Elasticsearch 8.9.1 indexing bottleneck on i3.2xlarge and d3.2xlarge nodes in EKS using ECK

A few questions that don't appear to have been covered in the last thread:

  1. How many shards do each of the content/hot indices have?
    • While I've seen the 8.x balance improvements help out in places, there are some "limitations" on what it can do if it is just one index with one shard consuming a majority of resources.
    • For reference, when I setup a high-throughput index, I'll generally have the content/hot state have a number of shards (generally some nice multiple of the number of hot/content nodes). Then when the index moves to warm, I'll shrink the shard count to a more meaningful size.
      • This generally from my experience helps ensure that write loads get more evenly distributed across nodes.
  2. Your hot node memory is a bit weird, these nodes have the least amount of memory then your other data nodes. I believe (and this is somewhat of an educated assumption), hot nodes generally benefit from both HEAP memory, as well as file system memory.
    • The i3 series I know has these weird memory sets, AWS now has the i4i instance type which now has much more standard memory sizes.
    • If you can't go with the i4i, maybe look at the i4g instance type.
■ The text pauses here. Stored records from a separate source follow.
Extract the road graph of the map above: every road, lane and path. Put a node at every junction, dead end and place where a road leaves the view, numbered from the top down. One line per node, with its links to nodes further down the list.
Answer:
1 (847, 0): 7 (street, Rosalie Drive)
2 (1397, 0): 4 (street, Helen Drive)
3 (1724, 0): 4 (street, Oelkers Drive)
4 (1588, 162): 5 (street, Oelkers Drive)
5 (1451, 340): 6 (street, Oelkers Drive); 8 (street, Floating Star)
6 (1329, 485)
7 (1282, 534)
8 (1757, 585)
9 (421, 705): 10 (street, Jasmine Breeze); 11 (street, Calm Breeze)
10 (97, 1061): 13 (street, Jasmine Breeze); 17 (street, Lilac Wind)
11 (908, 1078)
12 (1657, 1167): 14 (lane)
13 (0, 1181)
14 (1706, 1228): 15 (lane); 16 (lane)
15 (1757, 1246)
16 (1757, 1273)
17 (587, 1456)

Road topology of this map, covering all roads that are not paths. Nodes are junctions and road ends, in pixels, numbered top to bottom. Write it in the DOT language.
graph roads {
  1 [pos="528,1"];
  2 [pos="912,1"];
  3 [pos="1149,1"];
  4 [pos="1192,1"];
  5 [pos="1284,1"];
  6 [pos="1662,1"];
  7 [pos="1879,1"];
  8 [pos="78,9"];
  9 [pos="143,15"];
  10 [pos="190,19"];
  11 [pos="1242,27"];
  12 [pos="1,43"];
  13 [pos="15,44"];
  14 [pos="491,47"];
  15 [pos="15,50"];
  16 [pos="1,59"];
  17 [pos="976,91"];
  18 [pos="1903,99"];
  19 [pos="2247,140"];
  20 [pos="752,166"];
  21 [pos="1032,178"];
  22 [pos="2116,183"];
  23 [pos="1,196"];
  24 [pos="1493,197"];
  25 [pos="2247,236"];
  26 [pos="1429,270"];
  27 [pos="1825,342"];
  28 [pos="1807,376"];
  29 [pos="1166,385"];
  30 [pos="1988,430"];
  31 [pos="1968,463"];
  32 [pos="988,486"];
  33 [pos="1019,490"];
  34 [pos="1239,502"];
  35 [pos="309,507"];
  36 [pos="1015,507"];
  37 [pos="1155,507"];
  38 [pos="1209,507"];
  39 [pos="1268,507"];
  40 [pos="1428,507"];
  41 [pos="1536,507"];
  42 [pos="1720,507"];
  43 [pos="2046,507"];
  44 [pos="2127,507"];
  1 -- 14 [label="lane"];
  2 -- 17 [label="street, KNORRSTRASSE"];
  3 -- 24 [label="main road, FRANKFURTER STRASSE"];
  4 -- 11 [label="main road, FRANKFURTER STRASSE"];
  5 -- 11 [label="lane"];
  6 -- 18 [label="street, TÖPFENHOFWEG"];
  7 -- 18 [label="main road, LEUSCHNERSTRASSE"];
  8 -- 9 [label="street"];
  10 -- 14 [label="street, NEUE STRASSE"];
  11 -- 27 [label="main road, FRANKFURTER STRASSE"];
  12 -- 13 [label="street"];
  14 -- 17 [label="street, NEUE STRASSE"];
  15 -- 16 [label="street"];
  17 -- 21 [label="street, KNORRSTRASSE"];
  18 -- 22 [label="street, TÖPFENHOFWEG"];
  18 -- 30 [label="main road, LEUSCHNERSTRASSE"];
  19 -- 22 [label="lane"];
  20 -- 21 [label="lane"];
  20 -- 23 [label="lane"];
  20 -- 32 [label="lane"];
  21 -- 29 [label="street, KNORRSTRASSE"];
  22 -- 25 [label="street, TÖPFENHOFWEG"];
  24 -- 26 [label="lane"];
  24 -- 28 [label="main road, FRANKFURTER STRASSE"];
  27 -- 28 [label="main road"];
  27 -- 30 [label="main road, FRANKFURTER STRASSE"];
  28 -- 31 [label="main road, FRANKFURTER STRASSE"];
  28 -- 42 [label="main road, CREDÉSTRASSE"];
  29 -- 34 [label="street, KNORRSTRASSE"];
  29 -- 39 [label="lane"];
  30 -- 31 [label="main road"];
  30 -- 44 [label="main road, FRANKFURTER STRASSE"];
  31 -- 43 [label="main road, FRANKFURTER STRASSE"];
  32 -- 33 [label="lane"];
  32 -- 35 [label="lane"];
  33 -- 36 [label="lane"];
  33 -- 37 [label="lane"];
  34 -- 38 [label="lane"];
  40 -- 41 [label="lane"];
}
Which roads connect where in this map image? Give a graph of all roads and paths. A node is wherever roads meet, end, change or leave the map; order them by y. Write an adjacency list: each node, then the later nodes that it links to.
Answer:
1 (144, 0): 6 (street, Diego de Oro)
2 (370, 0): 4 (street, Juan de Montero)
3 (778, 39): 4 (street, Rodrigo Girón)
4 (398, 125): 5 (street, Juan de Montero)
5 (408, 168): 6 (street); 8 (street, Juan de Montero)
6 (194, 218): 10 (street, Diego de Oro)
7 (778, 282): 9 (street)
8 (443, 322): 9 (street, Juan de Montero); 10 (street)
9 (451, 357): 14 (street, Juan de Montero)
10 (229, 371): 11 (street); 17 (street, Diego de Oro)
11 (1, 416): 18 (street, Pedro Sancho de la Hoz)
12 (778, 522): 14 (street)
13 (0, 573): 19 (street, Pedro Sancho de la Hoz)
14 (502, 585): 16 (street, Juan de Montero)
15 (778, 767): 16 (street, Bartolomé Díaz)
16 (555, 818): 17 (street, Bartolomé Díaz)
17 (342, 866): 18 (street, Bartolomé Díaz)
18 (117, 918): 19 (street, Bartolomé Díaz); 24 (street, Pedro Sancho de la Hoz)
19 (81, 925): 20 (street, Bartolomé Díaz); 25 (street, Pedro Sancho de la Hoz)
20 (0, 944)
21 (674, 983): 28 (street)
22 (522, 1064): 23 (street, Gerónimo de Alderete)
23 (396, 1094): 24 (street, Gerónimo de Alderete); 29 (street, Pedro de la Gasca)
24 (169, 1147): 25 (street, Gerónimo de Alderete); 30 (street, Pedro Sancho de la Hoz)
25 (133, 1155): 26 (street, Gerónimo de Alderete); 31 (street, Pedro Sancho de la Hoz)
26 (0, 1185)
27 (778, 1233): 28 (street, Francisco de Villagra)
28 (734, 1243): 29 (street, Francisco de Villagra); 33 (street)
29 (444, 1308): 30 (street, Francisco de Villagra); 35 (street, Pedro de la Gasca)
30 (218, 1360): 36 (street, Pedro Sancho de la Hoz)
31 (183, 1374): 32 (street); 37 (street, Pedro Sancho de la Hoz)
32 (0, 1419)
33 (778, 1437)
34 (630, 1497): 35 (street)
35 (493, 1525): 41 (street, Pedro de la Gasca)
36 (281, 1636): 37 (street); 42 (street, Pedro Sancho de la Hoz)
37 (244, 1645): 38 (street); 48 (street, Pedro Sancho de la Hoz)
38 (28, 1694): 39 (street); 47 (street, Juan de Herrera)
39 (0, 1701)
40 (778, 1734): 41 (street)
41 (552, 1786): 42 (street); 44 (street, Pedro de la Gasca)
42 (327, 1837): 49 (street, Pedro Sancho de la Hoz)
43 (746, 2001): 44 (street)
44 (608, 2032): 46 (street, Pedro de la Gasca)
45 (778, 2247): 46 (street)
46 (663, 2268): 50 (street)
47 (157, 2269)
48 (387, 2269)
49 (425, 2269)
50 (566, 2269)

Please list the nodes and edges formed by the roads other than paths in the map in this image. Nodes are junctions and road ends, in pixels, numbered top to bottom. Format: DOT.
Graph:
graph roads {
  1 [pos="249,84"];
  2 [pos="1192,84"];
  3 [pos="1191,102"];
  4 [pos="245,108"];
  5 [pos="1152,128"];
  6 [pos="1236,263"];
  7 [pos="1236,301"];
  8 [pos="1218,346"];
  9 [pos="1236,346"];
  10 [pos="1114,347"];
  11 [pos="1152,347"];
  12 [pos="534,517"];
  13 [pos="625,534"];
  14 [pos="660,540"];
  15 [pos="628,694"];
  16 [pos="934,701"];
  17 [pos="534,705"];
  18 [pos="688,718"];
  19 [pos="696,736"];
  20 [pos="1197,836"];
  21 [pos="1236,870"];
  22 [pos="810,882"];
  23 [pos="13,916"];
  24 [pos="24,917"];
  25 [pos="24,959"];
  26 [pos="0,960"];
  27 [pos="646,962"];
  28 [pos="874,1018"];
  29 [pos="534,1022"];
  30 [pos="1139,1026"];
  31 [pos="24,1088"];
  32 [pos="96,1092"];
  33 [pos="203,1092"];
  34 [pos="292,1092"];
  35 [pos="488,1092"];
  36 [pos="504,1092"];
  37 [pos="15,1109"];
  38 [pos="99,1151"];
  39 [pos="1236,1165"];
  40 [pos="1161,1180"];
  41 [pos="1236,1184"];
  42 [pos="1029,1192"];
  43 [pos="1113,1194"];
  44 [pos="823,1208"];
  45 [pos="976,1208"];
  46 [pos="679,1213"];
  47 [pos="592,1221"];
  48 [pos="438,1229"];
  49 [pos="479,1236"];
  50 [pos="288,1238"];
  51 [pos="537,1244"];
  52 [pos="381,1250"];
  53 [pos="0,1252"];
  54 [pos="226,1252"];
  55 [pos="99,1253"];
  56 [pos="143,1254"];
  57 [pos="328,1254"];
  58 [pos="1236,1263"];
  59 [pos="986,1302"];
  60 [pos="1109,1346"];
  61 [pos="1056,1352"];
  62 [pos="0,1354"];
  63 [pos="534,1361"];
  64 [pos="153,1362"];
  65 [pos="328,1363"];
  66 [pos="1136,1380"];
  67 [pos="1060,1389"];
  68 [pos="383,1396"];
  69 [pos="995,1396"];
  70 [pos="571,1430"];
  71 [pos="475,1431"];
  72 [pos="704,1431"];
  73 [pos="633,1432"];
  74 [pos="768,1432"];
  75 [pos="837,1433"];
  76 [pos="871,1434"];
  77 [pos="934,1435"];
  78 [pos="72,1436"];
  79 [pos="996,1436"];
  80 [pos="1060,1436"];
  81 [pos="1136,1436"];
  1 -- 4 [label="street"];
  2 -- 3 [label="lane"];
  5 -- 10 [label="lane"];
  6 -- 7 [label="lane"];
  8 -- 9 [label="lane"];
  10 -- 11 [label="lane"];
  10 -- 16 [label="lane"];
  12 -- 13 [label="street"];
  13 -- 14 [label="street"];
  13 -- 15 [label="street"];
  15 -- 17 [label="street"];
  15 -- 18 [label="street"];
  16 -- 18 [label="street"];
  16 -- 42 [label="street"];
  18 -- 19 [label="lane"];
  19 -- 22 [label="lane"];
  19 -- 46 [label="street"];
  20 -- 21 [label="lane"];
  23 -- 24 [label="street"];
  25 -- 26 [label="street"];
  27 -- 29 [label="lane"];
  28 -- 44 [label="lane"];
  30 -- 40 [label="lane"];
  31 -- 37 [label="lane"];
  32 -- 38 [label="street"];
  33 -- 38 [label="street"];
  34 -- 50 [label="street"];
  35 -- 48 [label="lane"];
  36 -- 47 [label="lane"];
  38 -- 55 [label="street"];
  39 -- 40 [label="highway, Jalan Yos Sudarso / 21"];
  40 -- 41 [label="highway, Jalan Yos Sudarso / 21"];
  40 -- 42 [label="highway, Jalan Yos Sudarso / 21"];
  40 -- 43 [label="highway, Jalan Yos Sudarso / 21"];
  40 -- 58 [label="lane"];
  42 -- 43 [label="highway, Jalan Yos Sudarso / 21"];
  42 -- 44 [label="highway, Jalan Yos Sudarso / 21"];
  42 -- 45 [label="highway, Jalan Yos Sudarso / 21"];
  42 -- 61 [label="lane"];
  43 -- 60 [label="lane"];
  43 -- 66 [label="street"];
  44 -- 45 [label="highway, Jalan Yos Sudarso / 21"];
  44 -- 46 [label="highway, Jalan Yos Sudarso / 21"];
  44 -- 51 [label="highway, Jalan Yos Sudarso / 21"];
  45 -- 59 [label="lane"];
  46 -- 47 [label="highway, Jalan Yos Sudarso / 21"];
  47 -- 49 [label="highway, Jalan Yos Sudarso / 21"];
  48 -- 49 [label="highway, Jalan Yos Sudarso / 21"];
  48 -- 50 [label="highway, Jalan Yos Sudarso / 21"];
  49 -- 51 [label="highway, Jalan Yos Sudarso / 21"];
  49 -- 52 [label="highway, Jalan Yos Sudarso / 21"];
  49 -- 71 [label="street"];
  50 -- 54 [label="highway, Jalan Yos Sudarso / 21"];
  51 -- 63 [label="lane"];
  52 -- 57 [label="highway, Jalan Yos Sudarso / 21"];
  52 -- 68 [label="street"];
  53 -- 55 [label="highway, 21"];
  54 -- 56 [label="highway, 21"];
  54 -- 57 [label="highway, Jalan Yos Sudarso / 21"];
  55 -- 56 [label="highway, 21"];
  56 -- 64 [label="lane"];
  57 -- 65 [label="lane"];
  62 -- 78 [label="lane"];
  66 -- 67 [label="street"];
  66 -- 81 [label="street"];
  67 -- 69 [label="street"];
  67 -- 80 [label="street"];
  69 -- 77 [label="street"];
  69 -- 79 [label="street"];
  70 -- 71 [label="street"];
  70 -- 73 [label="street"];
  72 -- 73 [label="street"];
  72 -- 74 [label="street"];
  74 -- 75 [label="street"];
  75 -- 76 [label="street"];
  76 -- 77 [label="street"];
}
If you can support ARM instances, I've found that Elasticsearch performs perfectly fine using ARM.
  3. I personally think the memory/heap on your master nodes is overkill, but I don't think this should have a negative impact on performance (though I don't really know this)
  4. How are you routing requests to your cluster?
    • Might be bit of a controversial take, but at the scale, I'd might consider adding some coordinating only nodes in front of all these nodes.
  5. In your previous post you mentioned this cluster is managed by ECK. Could you provide the CR that defines this cluster?
    • I've written about some general improvements that can be made when running Elasticsearch via ECK, here, that I found while doing load testing for a relatively medium-sized project (3 nodes, sustaining at ~30k e/s, 1 index, 3 shards + 1 (3) replicas)
  6. I personally avoid touching most of the Elasticsearch cluster settings, I think the majority of these are tuned to work in the majority of scenarios, and it can quickly become a footgun to change these as they can have some weird side-effects.
  7. Do you do any sort of document pre-processing either via Logstash or Ingest pipelines?
    • In you last post you mention:

    No ingest pipeline within elasticsearch - I have a separate pipeline that predates our use of elasticsearch.

    • Did you ever confirm that your "separate pipeline" was not causing these limitations?
  8. In the last post, I didn't really see any mention of what your index mappings really look like, are we talking just keywords and numbers or are we also dealing with things like text and analyzers.
    • Could you provide a copy of your indexs' mappings?
  9. Entering the world of "really new", and probably not the first thing you should be looking at, but have you looked at _synthetic source or TSDS?
    • These both offer some advantages to performance, but do come with trade-offs/limitations.

Note: I'm probably missing some other questions, but wanted to somewhat avoid rehashing questions that were answered in the previous post, as (I'm assuming) these were already re-evaluated after the upgrade.